Заметки о Николае Кладо | страница 23



Генерал Драгомилов отмечал, что «ужасные слова приверженцы старого режима выбросили из армии лучших офицеров».

«Рядовое офицерство, растерянное и подавленное, чувствовало себя пасынками революции и никак не могло взять надлежащего тона с солдатской массой. А на верхах, в особенности среди Генерального штаба, появился уже новый тип оппортуниста, слегка демагога, старавшийся угождением инстинктам толпы стать ей близким, нужным и на фоне революционного безвременья открыть себе неограниченные возможности военно-общественной карьеры.» (Деникин, из «Очерков русской смуты»)

Как ни странно, но, несмотря на клокотавшую революционную бурю Николай Лаврентьевич Кладо не только не был сметён революционной бурей, а в марте 1917 года был единогласно избран конференцией Морской Академии на пост её начальника.

Пробыв на этом посту два года, Николай Лаврентьевич в буквальном смысле слова отдал всего себя своей работе. Считая первым своим долгом сохранить Морскою Академию и не дать прерваться её научной работе, Кладо привлёк в поредевшие ряды её преподавателей свежие, молодые силы из числа молодых морских офицеров, умудрённых богатым опытом мировой войны.

В 1919 году в пятом номере «Морского сборника» появился некролог.

«Русскую военно-морскую науку постигла тяжёлая и невосполнимая утрата.

10 июля 1919 года в 2 часа 30 минут пополудни скончался от паралича сердца, после непродолжительных, но тяжких страданий, начальник Морской Академии, заслуженный профессор Николай Лаврентьевич Кладо.
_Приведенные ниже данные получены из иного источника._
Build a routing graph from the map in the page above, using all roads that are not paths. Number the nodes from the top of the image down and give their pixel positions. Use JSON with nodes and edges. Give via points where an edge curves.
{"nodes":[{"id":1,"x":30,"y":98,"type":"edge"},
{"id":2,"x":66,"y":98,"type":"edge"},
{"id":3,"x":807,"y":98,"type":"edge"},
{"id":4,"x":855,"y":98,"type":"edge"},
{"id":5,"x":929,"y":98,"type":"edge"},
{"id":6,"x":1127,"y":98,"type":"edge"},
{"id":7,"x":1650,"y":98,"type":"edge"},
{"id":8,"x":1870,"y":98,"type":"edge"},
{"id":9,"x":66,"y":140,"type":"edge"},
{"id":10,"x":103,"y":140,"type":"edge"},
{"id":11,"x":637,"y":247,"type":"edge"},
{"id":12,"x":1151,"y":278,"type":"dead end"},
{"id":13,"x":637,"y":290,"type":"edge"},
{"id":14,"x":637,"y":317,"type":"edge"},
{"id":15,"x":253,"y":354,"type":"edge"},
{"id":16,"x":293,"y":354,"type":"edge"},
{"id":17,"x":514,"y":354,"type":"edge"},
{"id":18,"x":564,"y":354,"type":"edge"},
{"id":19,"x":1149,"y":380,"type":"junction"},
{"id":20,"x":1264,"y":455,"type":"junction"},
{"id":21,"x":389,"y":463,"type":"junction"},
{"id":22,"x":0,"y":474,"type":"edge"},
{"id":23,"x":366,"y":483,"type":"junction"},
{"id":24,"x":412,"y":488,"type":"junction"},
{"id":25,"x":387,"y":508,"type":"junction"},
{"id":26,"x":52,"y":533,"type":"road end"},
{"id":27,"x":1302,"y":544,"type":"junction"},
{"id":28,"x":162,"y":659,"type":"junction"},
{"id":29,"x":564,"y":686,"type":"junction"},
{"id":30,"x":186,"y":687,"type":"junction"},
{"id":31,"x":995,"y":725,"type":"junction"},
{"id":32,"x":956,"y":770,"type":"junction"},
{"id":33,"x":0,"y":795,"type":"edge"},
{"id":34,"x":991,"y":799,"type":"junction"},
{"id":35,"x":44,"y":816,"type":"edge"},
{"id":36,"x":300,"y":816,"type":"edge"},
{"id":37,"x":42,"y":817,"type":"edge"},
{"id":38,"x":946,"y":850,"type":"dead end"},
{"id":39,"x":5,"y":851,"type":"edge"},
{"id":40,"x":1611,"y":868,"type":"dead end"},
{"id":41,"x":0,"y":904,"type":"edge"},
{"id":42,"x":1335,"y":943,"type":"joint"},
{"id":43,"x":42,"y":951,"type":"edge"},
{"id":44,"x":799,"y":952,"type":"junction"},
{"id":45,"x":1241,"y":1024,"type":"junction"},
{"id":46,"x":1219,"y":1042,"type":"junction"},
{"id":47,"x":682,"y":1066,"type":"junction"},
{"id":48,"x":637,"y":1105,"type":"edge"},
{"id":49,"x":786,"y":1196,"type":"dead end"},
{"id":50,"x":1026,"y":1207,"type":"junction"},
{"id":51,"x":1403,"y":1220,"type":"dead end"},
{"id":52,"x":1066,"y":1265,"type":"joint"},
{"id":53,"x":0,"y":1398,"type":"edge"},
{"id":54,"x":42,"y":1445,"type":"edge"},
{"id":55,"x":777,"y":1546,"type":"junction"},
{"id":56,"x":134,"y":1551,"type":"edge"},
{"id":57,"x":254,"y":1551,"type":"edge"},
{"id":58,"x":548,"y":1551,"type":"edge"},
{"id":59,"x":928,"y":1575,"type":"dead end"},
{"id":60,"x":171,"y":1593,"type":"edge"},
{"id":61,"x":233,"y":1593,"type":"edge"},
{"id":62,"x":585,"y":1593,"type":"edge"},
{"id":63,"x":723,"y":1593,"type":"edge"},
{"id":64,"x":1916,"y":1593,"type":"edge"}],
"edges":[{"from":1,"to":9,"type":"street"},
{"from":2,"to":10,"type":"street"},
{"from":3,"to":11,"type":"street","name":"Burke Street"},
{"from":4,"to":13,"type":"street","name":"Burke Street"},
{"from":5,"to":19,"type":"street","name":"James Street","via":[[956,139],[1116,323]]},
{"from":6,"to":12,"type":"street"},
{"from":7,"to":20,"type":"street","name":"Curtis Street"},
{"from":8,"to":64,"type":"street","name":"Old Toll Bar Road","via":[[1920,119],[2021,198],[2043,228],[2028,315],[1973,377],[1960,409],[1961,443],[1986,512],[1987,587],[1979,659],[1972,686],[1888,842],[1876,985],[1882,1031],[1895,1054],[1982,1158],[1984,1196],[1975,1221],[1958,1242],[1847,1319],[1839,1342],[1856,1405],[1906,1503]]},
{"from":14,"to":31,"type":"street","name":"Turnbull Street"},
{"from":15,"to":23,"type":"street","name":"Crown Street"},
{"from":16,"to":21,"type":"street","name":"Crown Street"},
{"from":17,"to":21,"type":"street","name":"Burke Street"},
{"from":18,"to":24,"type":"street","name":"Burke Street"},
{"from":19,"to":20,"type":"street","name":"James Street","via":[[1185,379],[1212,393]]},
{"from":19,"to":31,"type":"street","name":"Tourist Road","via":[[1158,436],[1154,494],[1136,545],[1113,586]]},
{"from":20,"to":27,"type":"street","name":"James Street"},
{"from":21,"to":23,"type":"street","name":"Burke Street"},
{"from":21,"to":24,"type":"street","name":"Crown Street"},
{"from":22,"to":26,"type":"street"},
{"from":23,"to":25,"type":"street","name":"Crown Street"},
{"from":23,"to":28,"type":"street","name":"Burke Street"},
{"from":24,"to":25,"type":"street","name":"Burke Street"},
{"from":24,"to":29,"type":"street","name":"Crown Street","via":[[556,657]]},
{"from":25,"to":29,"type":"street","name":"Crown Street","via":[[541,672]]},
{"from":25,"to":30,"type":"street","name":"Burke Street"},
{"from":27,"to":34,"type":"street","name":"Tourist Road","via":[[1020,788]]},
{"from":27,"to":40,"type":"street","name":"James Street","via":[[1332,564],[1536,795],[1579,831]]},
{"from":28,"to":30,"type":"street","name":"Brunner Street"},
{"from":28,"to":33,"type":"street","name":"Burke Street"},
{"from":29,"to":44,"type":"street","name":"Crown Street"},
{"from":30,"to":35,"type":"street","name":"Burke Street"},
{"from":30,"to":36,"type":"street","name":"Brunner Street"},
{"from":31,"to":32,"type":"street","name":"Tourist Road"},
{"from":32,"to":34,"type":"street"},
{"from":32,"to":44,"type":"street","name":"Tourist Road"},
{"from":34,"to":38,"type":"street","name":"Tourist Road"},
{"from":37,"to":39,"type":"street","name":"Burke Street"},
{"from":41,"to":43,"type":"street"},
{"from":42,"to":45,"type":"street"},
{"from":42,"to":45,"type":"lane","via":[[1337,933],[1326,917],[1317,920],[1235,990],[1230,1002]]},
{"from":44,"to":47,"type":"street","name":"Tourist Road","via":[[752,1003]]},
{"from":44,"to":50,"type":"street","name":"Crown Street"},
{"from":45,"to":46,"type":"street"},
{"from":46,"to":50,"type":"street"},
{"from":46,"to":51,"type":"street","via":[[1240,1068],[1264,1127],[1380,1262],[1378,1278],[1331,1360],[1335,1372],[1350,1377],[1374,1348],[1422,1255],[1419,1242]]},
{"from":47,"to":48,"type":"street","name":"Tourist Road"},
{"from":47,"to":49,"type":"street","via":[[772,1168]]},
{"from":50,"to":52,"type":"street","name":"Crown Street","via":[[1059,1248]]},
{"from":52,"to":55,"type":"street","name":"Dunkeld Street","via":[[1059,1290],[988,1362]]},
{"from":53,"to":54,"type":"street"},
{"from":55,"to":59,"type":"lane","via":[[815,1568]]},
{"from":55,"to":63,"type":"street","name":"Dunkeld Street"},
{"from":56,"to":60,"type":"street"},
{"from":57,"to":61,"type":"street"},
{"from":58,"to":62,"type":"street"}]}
Имя покойного слишком известно не только в среде нашей морской семьи, но и всему читающему русскому народу, чтобы нам приходилось напоминать о его заслугах перед Родиной, перед нашей морской силой, перед осиротевшей русской военно-морской наукой. Полная оценка его научно-морского искусства ещё впереди и должна сама по себе составить капитальный труд, который отразил бы в себе и исследовал всё громадное научное наследство, оставшееся после неутомимой и кипучей деятельности почившего профессора, питавшейся его выдающимся талантом и совершенно исключительной работоспособностью…

…Последней научной работой Николая Лаврентьевича, которой он отдавался с особой любовью, была книга «О насилии», в которой он всесторонне разбирал вопрос о происхождении и неизбежности насилия в природе. Первая часть этой книги носит название «Загадка жизни»; в этой части он касается вопроса о смысле жизни вообще, и человеческой, разумной – в частности… Когда мы провожали его дорогой прах на кладбище, невольно навязывалась в голову мысль о роковой загадке жизни, о неизвестных нам, но могучих её законах, властно разрушающих наши стремления и искания.